The City of the Immaculate website reported that "On May 28, 2019, Dr. Kwasniewski posted a favorable review, on Amazon.com, of the English version of [The Secret of Benedict XVI – Is He Still the Pope? by the respected Italian journalist, Antonio Socci] book":
Even those who think they have a watertight case in favor of validity [of Francis] should, out of intellectual honesty, [emphasis added] grapple with what Socci presents here. If they can defeat his arguments, all the better for the defense of truth. If they cannot or will not, however, this would seem to indicate a moral or mental weakness. I would be happy to see a refutation, but it has to go beyond the anodyne statement that “general acceptance of a pope is equivalent to the validity of a papacy.” We are in uncharted waters, and we need to recognize that the safe and sound ecclesiology of the preconciliar period is being burst open in all sorts of ways.
(Dr. Kwasniewski’s full review is included at the conclusion of this article.)
[...]
The Secret of Benedict XVI: Is He Still the Pope? Paperback – May 21, 2019
by Antonio Socci
Reviewed Dr. Peter A. Kwasniewski, May 28, 2019
I read this book expecting to be skeptical of an author who would argue that Benedict XVI did not validly or fully resign the papacy. After all, it sure looked as if he intended to do that in his famous speech of abdication, and the world seems to have accepted it as such.
Socci, however, gave me much to think about with his careful analysis of Benedict’s XVI’s utterances on the subject (and there are a surprising number of them!), Archbishop Gaenswein’s speeches, and, above all, the interpretations of canon lawyers — none of them traditionalists, by the way — who argue that the resignation lacks several conditions for validity. The argument is not based so much on the machinations of the St. Gallen Mafia as on the inherent actions and statements of Benedict XVI and others, all publicly available. In other words, this is no “conspiracy theory” but a soberly argued case. There are certainly steps in the argument that I wonder about or find less than convincing, and the book raises quite as many questions as it purports to resolve, yet the complete picture is nothing less than apocalyptic.

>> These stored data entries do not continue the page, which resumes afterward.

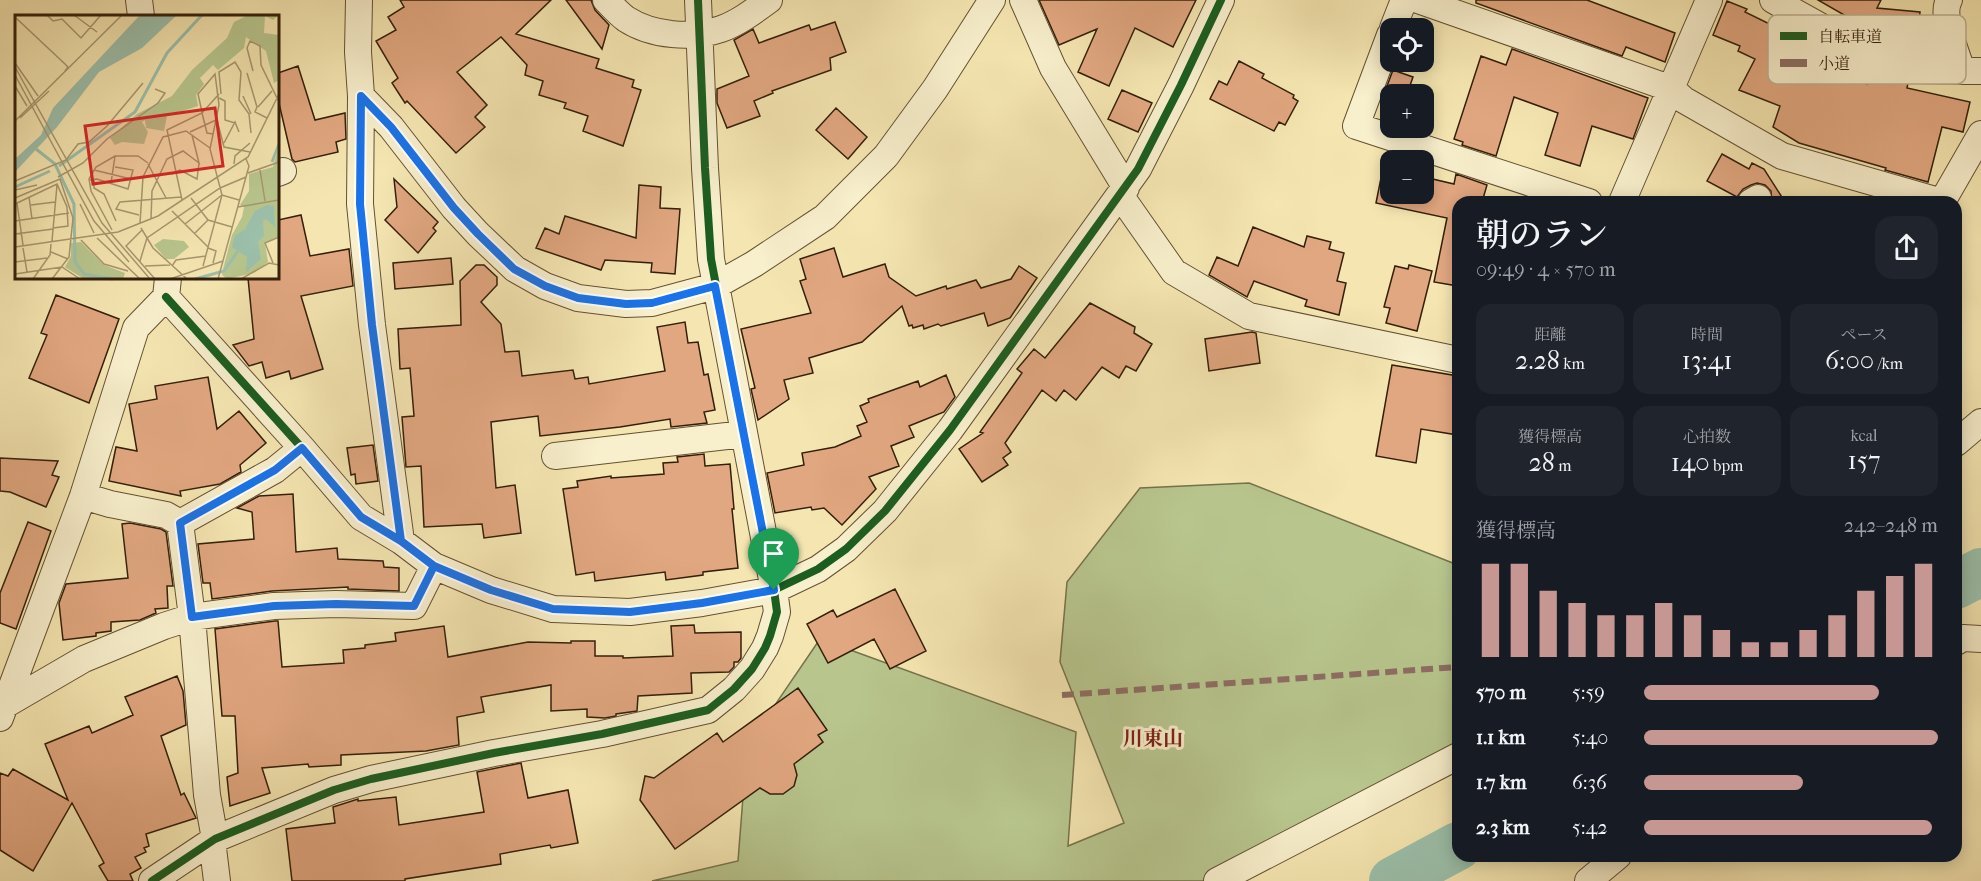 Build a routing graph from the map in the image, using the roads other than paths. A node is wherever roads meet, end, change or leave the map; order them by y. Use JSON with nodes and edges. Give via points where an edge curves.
{"nodes":[{"id":1,"x":139,"y":0,"type":"edge"},
{"id":2,"x":359,"y":0,"type":"edge"},
{"id":3,"x":606,"y":0,"type":"edge"},
{"id":4,"x":698,"y":0,"type":"edge"},
{"id":5,"x":769,"y":0,"type":"edge"},
{"id":6,"x":992,"y":0,"type":"edge"},
{"id":7,"x":1023,"y":0,"type":"edge"},
{"id":8,"x":1221,"y":0,"type":"edge"},
{"id":9,"x":1404,"y":0,"type":"edge"},
{"id":10,"x":1418,"y":0,"type":"edge"},
{"id":11,"x":1709,"y":0,"type":"edge"},
{"id":12,"x":1773,"y":0,"type":"edge"},
{"id":13,"x":1949,"y":0,"type":"edge"},
{"id":14,"x":141,"y":15,"type":"edge"},
{"id":15,"x":1800,"y":15,"type":"edge"},
{"id":16,"x":1947,"y":15,"type":"edge"},
{"id":17,"x":1397,"y":18,"type":"edge"},
{"id":18,"x":698,"y":34,"type":"junction"},
{"id":19,"x":1380,"y":62,"type":"edge"},
{"id":20,"x":1672,"y":89,"type":"junction"},
{"id":21,"x":361,"y":96,"type":"junction"},
{"id":22,"x":1981,"y":134,"type":"edge"},
{"id":23,"x":1123,"y":191,"type":"junction"},
{"id":24,"x":1571,"y":196,"type":"edge"},
{"id":25,"x":1625,"y":196,"type":"edge"},
{"id":26,"x":1921,"y":196,"type":"edge"},
{"id":27,"x":1945,"y":196,"type":"edge"},
{"id":28,"x":715,"y":286,"type":"junction"},
{"id":29,"x":167,"y":287,"type":"edge"},
{"id":30,"x":1452,"y":359,"type":"edge"},
{"id":31,"x":1981,"y":422,"type":"edge"},
{"id":32,"x":744,"y":434,"type":"junction"},
{"id":33,"x":1962,"y":438,"type":"edge"},
{"id":34,"x":302,"y":448,"type":"junction"},
{"id":35,"x":555,"y":456,"type":"dead end"},
{"id":36,"x":83,"y":496,"type":"junction"},
{"id":37,"x":180,"y":523,"type":"junction"},
{"id":38,"x":401,"y":541,"type":"junction"},
{"id":39,"x":434,"y":566,"type":"junction"},
{"id":40,"x":774,"y":590,"type":"junction"},
{"id":41,"x":192,"y":617,"type":"junction"},
{"id":42,"x":1962,"y":639,"type":"edge"},
{"id":43,"x":1981,"y":639,"type":"edge"},
{"id":44,"x":2,"y":705,"type":"edge"},
{"id":45,"x":1452,"y":759,"type":"edge"},
{"id":46,"x":214,"y":840,"type":"junction"},
{"id":47,"x":1611,"y":862,"type":"edge"},
{"id":48,"x":152,"y":881,"type":"edge"},
{"id":49,"x":217,"y":881,"type":"edge"},
{"id":50,"x":1217,"y":881,"type":"edge"},
{"id":51,"x":1588,"y":881,"type":"edge"}],
"edges":[{"from":1,"to":14,"type":"street"},
{"from":2,"to":21,"type":"street"},
{"from":3,"to":18,"type":"street","via":[[627,19],[650,30]]},
{"from":4,"to":18,"type":"street"},
{"from":5,"to":18,"type":"street","via":[[721,29]]},
{"from":6,"to":28,"type":"street","via":[[886,156],[825,217]]},
{"from":7,"to":23,"type":"street","via":[[1053,68]]},
{"from":8,"to":23,"type":"street","via":[[1138,169]]},
{"from":9,"to":17,"type":"street"},
{"from":10,"to":20,"type":"street"},
{"from":11,"to":20,"type":"street"},
{"from":12,"to":15,"type":"street"},
{"from":13,"to":16,"type":"street"},
{"from":18,"to":28,"type":"street"},
{"from":19,"to":24,"type":"street","via":[[1356,126]]},
{"from":20,"to":25,"type":"street"},
{"from":20,"to":26,"type":"street","via":[[1684,100],[1782,156]]},
{"from":21,"to":28,"type":"street","via":[[478,234],[514,269],[545,286],[578,298],[626,304],[652,303]]},
{"from":21,"to":38,"type":"street","via":[[360,204]]},
{"from":22,"to":27,"type":"street"},
{"from":23,"to":30,"type":"street","via":[[1174,272],[1249,316]]},
{"from":23,"to":40,"type":"street","via":[[950,430],[885,511],[846,549],[818,569]]},
{"from":28,"to":32,"type":"street"},
{"from":29,"to":34,"type":"street"},
{"from":29,"to":36,"type":"street","via":[[136,328]]},
{"from":31,"to":33,"type":"street"},
{"from":32,"to":35,"type":"street"},
{"from":32,"to":40,"type":"street"},
{"from":34,"to":37,"type":"street","via":[[275,470]]},
{"from":34,"to":38,"type":"street","via":[[361,517]]},
{"from":36,"to":37,"type":"street","via":[[166,515]]},
{"from":36,"to":44,"type":"street"},
{"from":37,"to":41,"type":"street"},
{"from":38,"to":39,"type":"street"},
{"from":39,"to":40,"type":"street","via":[[491,590],[553,609],[630,612]]},
{"from":39,"to":41,"type":"street","via":[[414,606],[274,606]]},
{"from":40,"to":46,"type":"street","via":[[777,612],[765,648],[735,689],[708,710],[371,779],[334,790]]},
{"from":41,"to":44,"type":"street","via":[[84,659]]},
{"from":41,"to":46,"type":"street"},
{"from":42,"to":43,"type":"street"},
{"from":45,"to":50,"type":"street"},
{"from":46,"to":48,"type":"street"},
{"from":46,"to":49,"type":"street"},
{"from":47,"to":51,"type":"street"}]}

Even those who think they have a watertight case in favor of validity should, out of intellectual honesty, grapple with what Socci presents here. If they can defeat his arguments, all the better for the defense of truth. If they cannot or will not, however, this would seem to indicate a moral or mental weakness. I would be happy to see a refutation, but it has to go beyond the anodyne statement that “general acceptance of a pope is equivalent to the validity of a papacy.” We are in uncharted waters, and we need to recognize that the safe and sound ecclesiology of the preconciliar period is being burst open in all sorts of ways.

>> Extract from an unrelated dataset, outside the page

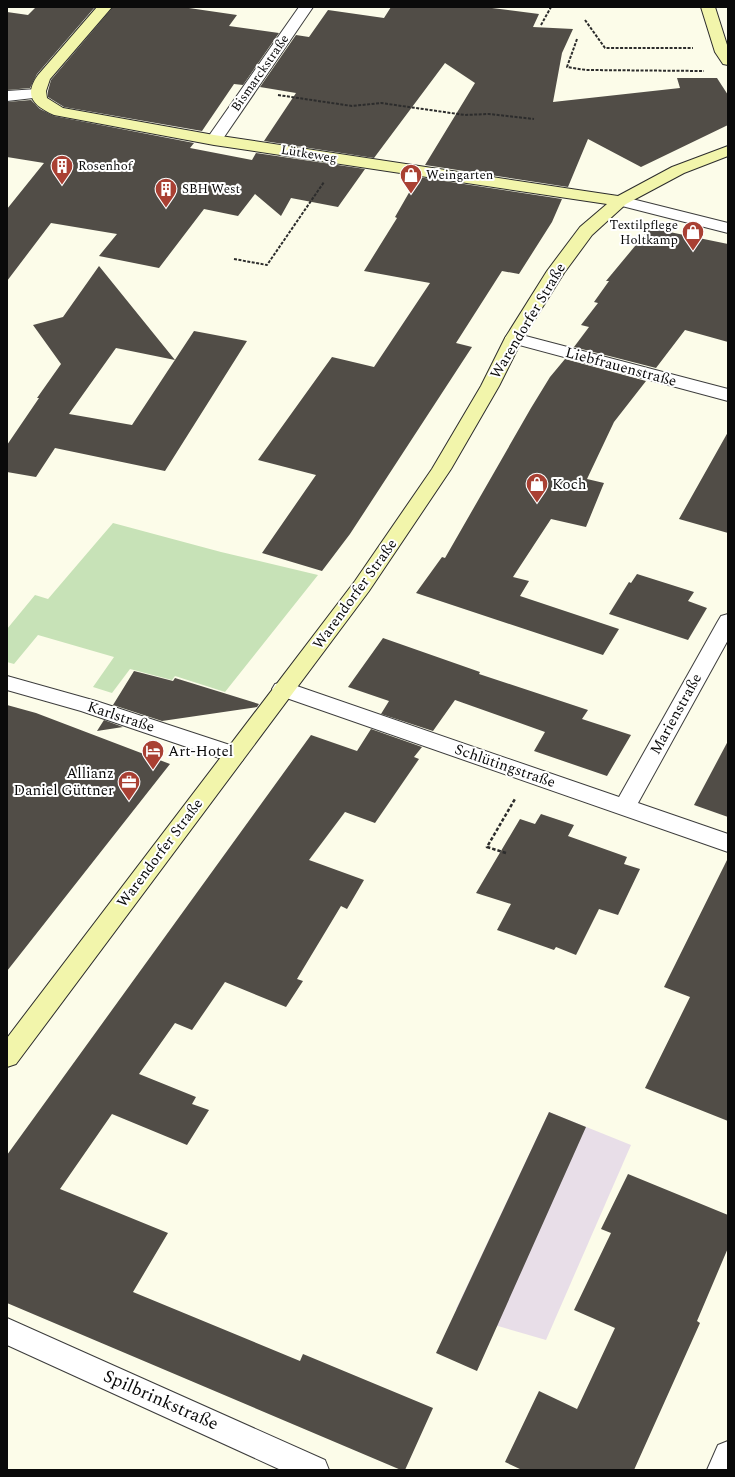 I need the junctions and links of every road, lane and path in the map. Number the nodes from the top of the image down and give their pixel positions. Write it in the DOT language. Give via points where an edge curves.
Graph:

I would like to add that I have not read anything else by Socci on the question of the Ratzinger/Bergoglio dilemma, and it seems to me that he does not come down clearly *in this book* on the question of whether, or in what sense, Francis is Pope. If anything, he seems to be agnostic and ambivalent, suggesting a kind of papal diarchy, even while recognizing that this makes little sense in a classical perspective. Without a doubt, he thinks that Benedict thinks that both Francis and Benedict are simultaneously the pope, albeit in a bifurcated manner. While I find Socci’s interpretation of Benedict XVI’s motivations overly positive (he adulates Ratzinger as much as he denigrates Bergoglio), the way he tries to place current events in a prophetic and specifically Marian context is extremely helpful.
A last note, due to the explosive nature of this subject: based on the morally unanimous universal acceptance of his papacy, I still consider and acknowledge Pope Francis to be the Roman Pontiff, and pray for him as such. (Indeed, I could not have signed the Open Letter released on April 30, 2019, had I not thought he was the Pope!) Socci has not been able to alter this view of mine. But — I will repeat — Socci brings into clear relief the bizarreness, irregularity, and incoherence of the current situation, and causes in the reader a salutary perplexity.
ADDENDUM 5/30/19: Some are claiming that in my revisions to this review, I am “backtracking” and “sanitizing” my original position. This is not so. Rather, I have sought perfect clarity in expressing my conflicting thoughts about this book and its principal thesis. I think too many people in this debate are expecting (and in some cases, believe they have attained) clear answers where there are none and may never be until we quit this life or until the inexorable progress of events shows, beyond gainsaying, where the truth lies. This, to me, is not a discouragement of further thought and debate, but a warning against celebrating premature certainties.